Give back the entire listing below, unaltered.

_Task material_.
BEGIN

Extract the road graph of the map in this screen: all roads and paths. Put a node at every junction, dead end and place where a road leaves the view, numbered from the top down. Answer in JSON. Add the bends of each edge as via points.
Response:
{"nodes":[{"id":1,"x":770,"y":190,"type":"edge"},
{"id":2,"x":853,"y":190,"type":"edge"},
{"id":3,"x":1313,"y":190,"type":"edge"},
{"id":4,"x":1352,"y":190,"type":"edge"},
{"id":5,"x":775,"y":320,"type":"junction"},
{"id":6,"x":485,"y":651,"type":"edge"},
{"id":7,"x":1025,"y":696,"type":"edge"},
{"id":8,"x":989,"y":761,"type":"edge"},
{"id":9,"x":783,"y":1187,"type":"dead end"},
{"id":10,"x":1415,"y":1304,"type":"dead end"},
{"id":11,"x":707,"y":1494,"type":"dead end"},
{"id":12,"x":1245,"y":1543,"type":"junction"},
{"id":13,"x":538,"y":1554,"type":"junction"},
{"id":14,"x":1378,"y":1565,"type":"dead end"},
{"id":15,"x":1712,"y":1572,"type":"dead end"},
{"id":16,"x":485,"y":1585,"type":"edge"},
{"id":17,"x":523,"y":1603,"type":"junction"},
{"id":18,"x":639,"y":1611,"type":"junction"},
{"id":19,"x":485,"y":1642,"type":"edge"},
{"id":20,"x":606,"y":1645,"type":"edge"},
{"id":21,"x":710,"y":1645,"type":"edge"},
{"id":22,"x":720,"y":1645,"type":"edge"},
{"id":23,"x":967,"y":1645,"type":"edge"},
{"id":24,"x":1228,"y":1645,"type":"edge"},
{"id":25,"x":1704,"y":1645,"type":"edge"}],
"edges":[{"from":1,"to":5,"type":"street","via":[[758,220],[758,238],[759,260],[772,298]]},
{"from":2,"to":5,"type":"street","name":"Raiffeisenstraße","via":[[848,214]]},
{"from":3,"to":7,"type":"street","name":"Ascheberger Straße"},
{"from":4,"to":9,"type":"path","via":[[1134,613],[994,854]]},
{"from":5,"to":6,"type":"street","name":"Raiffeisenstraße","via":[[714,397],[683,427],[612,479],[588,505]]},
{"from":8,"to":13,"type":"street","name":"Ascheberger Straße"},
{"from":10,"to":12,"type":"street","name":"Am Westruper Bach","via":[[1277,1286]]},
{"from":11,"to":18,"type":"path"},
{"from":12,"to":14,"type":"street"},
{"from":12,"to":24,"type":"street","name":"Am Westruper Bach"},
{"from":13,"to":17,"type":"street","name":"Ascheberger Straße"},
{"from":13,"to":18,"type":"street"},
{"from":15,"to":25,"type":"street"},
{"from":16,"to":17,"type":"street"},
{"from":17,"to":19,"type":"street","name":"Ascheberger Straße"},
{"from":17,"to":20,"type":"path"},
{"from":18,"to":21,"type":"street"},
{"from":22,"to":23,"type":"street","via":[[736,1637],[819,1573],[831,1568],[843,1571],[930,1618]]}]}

END

_Solution_.
Extract the road graph of the map in this screen: all roads and paths. Put a node at every junction, dead end and place where a road leaves the view, numbered from the top down. Answer in JSON. Add the bends of each edge as via points.
Response:
{"nodes":[{"id":1,"x":770,"y":190,"type":"edge"},
{"id":2,"x":853,"y":190,"type":"edge"},
{"id":3,"x":1313,"y":190,"type":"edge"},
{"id":4,"x":1352,"y":190,"type":"edge"},
{"id":5,"x":775,"y":320,"type":"junction"},
{"id":6,"x":485,"y":651,"type":"edge"},
{"id":7,"x":1025,"y":696,"type":"edge"},
{"id":8,"x":989,"y":761,"type":"edge"},
{"id":9,"x":783,"y":1187,"type":"dead end"},
{"id":10,"x":1415,"y":1304,"type":"dead end"},
{"id":11,"x":707,"y":1494,"type":"dead end"},
{"id":12,"x":1245,"y":1543,"type":"junction"},
{"id":13,"x":538,"y":1554,"type":"junction"},
{"id":14,"x":1378,"y":1565,"type":"dead end"},
{"id":15,"x":1712,"y":1572,"type":"dead end"},
{"id":16,"x":485,"y":1585,"type":"edge"},
{"id":17,"x":523,"y":1603,"type":"junction"},
{"id":18,"x":639,"y":1611,"type":"junction"},
{"id":19,"x":485,"y":1642,"type":"edge"},
{"id":20,"x":606,"y":1645,"type":"edge"},
{"id":21,"x":710,"y":1645,"type":"edge"},
{"id":22,"x":720,"y":1645,"type":"edge"},
{"id":23,"x":967,"y":1645,"type":"edge"},
{"id":24,"x":1228,"y":1645,"type":"edge"},
{"id":25,"x":1704,"y":1645,"type":"edge"}],
"edges":[{"from":1,"to":5,"type":"street","via":[[758,220],[758,238],[759,260],[772,298]]},
{"from":2,"to":5,"type":"street","name":"Raiffeisenstraße","via":[[848,214]]},
{"from":3,"to":7,"type":"street","name":"Ascheberger Straße"},
{"from":4,"to":9,"type":"path","via":[[1134,613],[994,854]]},
{"from":5,"to":6,"type":"street","name":"Raiffeisenstraße","via":[[714,397],[683,427],[612,479],[588,505]]},
{"from":8,"to":13,"type":"street","name":"Ascheberger Straße"},
{"from":10,"to":12,"type":"street","name":"Am Westruper Bach","via":[[1277,1286]]},
{"from":11,"to":18,"type":"path"},
{"from":12,"to":14,"type":"street"},
{"from":12,"to":24,"type":"street","name":"Am Westruper Bach"},
{"from":13,"to":17,"type":"street","name":"Ascheberger Straße"},
{"from":13,"to":18,"type":"street"},
{"from":15,"to":25,"type":"street"},
{"from":16,"to":17,"type":"street"},
{"from":17,"to":19,"type":"street","name":"Ascheberger Straße"},
{"from":17,"to":20,"type":"path"},
{"from":18,"to":21,"type":"street"},
{"from":22,"to":23,"type":"street","via":[[736,1637],[819,1573],[831,1568],[843,1571],[930,1618]]}]}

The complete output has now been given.